• WHAT IS EXPECTED
Please say how many lines in the entries below hold the string "screenshot", with no other words.

Stored records
=-=-=-=-=

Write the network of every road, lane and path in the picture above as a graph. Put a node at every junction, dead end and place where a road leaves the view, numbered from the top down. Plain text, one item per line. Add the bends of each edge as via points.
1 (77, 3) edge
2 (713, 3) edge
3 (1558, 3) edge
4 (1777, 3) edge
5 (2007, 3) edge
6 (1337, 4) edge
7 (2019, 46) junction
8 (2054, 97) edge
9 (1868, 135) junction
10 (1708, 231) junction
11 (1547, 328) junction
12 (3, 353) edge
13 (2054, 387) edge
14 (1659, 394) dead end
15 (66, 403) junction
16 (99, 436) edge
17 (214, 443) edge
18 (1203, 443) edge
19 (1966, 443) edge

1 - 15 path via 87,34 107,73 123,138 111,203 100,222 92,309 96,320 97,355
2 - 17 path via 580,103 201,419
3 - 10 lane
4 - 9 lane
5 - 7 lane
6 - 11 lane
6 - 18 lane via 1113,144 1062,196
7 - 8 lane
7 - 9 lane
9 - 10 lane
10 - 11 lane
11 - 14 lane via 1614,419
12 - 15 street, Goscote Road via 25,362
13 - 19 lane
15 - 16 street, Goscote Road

=-=-=-=-=

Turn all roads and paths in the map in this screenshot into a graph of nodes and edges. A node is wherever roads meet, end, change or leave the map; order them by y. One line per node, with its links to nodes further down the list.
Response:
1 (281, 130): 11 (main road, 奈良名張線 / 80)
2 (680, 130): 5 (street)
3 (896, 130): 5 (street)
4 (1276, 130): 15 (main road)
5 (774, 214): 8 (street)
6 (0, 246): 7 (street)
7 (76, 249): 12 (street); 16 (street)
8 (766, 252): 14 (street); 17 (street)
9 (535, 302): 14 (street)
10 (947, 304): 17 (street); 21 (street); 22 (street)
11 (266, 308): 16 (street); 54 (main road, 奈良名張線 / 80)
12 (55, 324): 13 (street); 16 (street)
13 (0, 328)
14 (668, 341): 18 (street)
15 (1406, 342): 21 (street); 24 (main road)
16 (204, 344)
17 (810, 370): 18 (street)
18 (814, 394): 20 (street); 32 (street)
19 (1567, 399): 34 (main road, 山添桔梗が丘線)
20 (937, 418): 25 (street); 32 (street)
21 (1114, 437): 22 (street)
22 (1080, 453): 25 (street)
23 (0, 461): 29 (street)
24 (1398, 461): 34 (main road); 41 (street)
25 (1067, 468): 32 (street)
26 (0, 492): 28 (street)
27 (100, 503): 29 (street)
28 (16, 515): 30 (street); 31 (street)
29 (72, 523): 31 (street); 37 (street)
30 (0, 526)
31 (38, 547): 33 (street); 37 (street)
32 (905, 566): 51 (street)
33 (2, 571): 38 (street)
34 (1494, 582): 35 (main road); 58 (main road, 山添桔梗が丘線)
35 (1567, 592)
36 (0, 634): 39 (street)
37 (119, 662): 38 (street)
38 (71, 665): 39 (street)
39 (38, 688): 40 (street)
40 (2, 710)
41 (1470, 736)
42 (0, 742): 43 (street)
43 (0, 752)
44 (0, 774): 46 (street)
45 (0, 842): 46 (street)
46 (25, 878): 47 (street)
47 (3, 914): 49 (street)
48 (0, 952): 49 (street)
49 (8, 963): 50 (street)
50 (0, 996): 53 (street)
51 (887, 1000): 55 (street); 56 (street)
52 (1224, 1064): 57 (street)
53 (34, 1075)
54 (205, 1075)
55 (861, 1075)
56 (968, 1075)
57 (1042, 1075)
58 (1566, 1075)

=-=-=-=-=

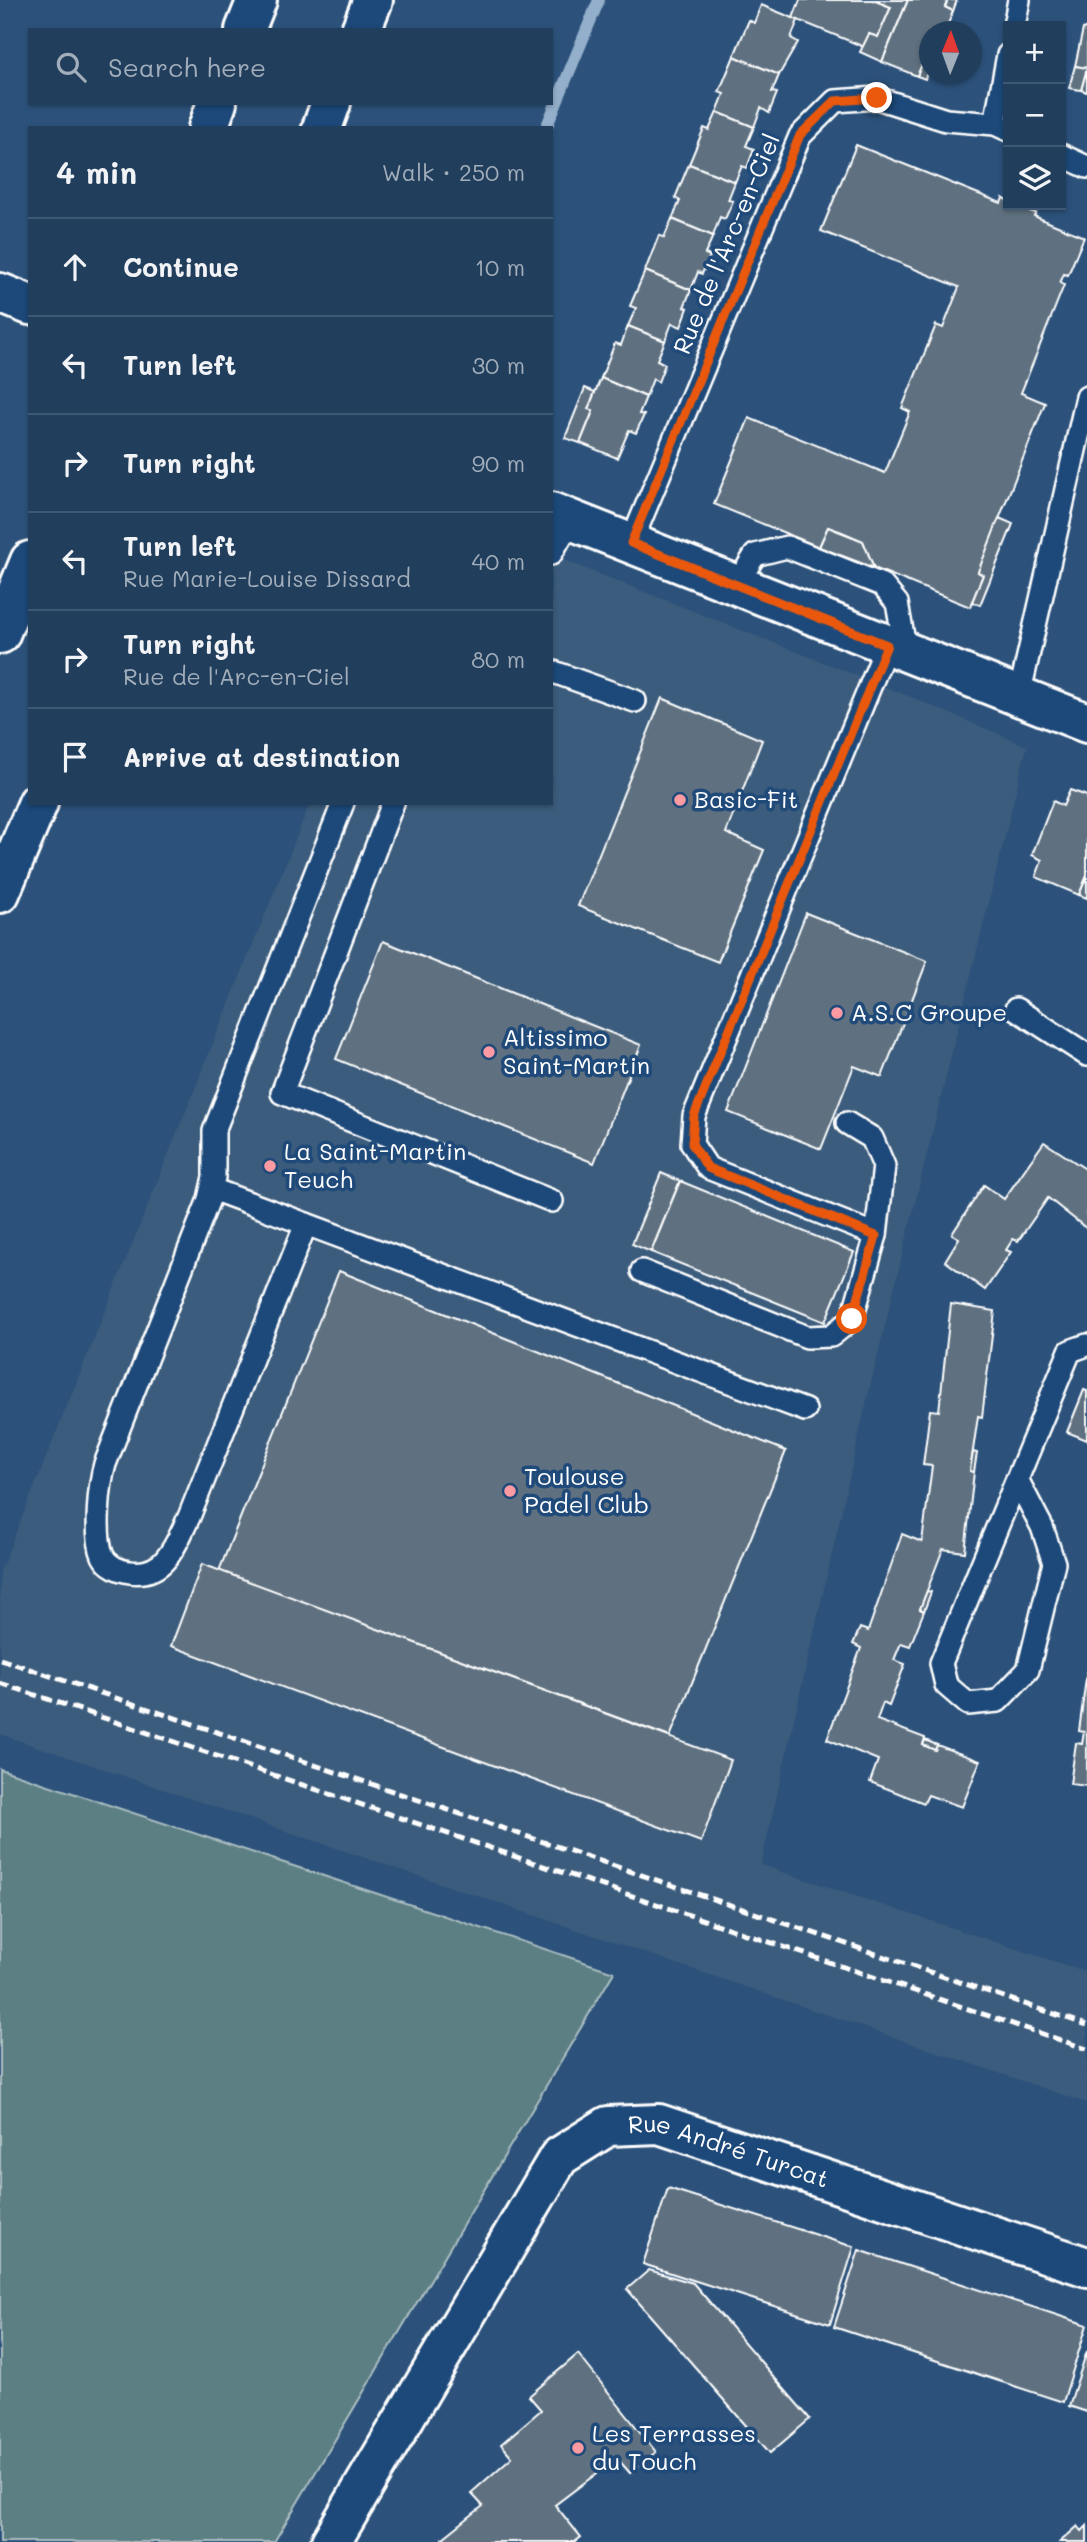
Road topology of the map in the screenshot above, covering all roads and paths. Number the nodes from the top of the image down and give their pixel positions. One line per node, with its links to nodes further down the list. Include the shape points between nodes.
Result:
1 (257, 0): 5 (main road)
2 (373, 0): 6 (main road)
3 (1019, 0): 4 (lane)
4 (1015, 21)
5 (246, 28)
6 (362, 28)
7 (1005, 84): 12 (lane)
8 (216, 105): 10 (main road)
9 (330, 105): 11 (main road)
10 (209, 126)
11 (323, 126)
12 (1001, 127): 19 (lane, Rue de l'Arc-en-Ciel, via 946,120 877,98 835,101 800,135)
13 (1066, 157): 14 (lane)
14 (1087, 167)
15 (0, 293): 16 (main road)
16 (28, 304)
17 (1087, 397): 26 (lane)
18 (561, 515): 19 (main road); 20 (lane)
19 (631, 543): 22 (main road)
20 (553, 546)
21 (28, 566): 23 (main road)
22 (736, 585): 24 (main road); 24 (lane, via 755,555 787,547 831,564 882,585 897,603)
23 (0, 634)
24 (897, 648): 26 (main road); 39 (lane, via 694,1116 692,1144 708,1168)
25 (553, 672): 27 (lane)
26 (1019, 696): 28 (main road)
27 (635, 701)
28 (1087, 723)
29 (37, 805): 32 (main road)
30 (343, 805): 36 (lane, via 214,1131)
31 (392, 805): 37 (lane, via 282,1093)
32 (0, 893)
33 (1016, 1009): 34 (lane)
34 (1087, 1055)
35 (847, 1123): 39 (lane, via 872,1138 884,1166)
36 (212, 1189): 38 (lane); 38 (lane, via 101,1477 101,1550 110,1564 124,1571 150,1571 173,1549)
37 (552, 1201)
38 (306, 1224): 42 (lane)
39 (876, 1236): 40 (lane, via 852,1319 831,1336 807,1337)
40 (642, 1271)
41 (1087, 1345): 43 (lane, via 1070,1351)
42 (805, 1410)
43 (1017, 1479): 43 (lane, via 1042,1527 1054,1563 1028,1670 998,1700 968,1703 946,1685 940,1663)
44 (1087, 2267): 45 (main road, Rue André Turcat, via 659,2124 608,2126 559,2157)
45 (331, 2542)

=-=-=-=-=

• TASK ANSWER
2